▸ **Data to use**

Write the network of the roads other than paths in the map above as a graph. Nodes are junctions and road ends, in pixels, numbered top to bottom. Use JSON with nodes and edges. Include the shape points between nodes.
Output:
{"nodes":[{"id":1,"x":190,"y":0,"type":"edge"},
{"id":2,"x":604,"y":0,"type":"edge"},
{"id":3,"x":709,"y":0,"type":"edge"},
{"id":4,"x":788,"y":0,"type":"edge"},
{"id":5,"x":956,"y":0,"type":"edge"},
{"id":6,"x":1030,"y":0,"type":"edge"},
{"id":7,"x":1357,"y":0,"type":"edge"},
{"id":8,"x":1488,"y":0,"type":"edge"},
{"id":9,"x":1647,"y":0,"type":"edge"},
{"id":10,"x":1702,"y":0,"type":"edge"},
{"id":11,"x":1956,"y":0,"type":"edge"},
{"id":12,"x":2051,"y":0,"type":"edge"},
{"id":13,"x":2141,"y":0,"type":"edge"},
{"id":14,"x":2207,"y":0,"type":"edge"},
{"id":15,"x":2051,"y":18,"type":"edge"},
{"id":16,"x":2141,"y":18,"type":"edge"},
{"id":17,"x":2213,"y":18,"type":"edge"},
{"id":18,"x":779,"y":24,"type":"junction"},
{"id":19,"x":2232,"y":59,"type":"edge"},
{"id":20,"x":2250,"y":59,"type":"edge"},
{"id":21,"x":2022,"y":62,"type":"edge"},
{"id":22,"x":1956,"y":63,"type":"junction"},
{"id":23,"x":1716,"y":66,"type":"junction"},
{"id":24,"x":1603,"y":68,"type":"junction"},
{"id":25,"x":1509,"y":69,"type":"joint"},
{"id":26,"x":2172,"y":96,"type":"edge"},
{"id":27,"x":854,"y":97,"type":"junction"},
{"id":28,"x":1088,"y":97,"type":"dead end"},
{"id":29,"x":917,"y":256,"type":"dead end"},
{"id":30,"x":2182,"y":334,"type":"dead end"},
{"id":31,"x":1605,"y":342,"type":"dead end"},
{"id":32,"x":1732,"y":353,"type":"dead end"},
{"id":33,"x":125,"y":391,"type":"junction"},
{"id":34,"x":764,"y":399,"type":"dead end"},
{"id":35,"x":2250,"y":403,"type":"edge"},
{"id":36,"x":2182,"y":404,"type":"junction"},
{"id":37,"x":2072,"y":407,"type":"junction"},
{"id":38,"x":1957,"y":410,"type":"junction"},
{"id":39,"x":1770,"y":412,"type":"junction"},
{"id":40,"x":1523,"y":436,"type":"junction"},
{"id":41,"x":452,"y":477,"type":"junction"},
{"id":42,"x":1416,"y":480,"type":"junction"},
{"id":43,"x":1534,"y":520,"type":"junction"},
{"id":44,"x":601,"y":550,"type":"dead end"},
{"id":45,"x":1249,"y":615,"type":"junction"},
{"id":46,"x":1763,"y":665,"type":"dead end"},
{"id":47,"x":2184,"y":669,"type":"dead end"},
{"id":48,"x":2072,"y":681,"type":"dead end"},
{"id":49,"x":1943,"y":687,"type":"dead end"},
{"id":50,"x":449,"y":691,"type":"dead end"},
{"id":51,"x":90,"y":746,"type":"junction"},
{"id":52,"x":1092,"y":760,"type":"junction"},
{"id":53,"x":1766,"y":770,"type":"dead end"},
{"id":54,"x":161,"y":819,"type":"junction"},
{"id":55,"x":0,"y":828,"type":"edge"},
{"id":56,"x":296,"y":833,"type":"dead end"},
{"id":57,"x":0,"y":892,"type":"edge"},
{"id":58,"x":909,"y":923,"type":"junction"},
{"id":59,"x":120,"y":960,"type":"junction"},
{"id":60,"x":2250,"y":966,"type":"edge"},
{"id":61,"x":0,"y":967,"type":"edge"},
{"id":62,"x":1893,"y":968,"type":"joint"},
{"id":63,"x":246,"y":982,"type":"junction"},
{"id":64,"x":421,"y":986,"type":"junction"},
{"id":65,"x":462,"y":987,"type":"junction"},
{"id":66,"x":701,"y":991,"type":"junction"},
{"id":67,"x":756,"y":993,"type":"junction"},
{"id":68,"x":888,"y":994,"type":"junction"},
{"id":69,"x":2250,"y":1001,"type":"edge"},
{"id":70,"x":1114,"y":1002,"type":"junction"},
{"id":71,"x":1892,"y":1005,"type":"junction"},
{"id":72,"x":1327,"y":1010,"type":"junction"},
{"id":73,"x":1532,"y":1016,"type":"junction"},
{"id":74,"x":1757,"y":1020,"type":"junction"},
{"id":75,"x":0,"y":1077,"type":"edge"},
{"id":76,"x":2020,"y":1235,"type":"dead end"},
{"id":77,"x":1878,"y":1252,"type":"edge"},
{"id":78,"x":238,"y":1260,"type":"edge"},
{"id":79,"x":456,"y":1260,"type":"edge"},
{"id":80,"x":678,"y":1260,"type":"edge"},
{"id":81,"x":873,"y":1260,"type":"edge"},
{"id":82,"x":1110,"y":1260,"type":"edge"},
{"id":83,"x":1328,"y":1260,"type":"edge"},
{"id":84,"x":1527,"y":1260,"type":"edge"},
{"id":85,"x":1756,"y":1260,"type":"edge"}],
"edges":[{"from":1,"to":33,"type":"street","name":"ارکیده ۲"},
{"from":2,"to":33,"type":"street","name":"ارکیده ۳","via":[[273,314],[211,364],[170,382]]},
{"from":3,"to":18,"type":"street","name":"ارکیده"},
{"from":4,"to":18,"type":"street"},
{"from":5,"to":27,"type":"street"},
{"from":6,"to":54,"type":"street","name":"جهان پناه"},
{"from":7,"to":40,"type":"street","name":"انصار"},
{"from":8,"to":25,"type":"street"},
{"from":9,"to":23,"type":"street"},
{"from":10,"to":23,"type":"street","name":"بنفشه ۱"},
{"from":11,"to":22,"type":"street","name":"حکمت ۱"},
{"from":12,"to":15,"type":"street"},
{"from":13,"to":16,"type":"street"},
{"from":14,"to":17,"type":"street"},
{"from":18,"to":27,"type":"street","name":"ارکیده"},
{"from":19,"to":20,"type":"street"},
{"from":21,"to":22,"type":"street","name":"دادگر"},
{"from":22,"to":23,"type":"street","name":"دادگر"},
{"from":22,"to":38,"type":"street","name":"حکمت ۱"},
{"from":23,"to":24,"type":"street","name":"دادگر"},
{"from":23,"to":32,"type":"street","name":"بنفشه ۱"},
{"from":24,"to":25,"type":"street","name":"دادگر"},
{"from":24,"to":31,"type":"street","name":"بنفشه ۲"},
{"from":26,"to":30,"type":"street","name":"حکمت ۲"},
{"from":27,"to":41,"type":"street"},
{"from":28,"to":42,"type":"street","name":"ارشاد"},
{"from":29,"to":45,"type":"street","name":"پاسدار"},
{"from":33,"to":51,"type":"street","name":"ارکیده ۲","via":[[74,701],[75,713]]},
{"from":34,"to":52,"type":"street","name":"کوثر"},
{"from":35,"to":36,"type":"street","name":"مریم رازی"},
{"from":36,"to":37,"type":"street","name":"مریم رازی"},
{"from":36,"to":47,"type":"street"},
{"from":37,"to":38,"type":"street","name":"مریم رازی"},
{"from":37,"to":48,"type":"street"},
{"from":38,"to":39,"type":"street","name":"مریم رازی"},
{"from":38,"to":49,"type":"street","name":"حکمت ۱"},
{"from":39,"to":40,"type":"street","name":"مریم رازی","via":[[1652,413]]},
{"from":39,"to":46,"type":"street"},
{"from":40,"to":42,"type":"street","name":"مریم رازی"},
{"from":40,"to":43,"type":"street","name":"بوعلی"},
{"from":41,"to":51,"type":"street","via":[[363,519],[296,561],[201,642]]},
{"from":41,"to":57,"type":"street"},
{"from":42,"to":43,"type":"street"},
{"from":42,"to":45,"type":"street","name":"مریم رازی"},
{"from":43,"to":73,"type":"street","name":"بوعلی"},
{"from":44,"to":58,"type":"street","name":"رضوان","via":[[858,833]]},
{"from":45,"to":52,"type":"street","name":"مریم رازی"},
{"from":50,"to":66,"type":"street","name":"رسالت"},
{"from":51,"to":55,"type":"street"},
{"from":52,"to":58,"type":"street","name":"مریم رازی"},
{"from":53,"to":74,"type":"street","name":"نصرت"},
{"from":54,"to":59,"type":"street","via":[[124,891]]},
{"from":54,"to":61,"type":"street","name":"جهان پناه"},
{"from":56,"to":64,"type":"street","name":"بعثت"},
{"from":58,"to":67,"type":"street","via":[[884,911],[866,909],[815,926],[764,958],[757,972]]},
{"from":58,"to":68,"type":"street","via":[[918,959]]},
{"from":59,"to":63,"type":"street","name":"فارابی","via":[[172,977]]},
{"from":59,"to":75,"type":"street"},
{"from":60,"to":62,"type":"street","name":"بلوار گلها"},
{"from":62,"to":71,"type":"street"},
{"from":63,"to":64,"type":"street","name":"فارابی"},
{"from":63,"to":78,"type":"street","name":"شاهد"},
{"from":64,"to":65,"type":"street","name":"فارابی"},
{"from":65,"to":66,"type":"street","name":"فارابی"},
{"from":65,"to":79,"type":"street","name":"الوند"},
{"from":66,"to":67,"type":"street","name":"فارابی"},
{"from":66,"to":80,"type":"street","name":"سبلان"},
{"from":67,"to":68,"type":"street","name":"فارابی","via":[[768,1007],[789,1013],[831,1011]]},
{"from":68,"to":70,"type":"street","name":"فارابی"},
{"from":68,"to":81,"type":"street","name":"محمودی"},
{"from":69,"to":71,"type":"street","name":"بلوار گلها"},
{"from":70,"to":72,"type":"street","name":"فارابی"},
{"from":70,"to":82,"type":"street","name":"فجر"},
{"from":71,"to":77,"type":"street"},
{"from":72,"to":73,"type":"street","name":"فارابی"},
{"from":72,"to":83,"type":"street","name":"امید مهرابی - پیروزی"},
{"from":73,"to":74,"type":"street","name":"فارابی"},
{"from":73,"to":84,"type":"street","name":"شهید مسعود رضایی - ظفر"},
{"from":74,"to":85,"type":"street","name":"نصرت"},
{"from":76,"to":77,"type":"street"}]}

▸ **Exercise**
Which lines of the material contain the string "پناه"? List each of them.

▸ **Written response**
{"from":6,"to":54,"type":"street","name":"جهان پناه"},
{"from":54,"to":61,"type":"street","name":"جهان پناه"},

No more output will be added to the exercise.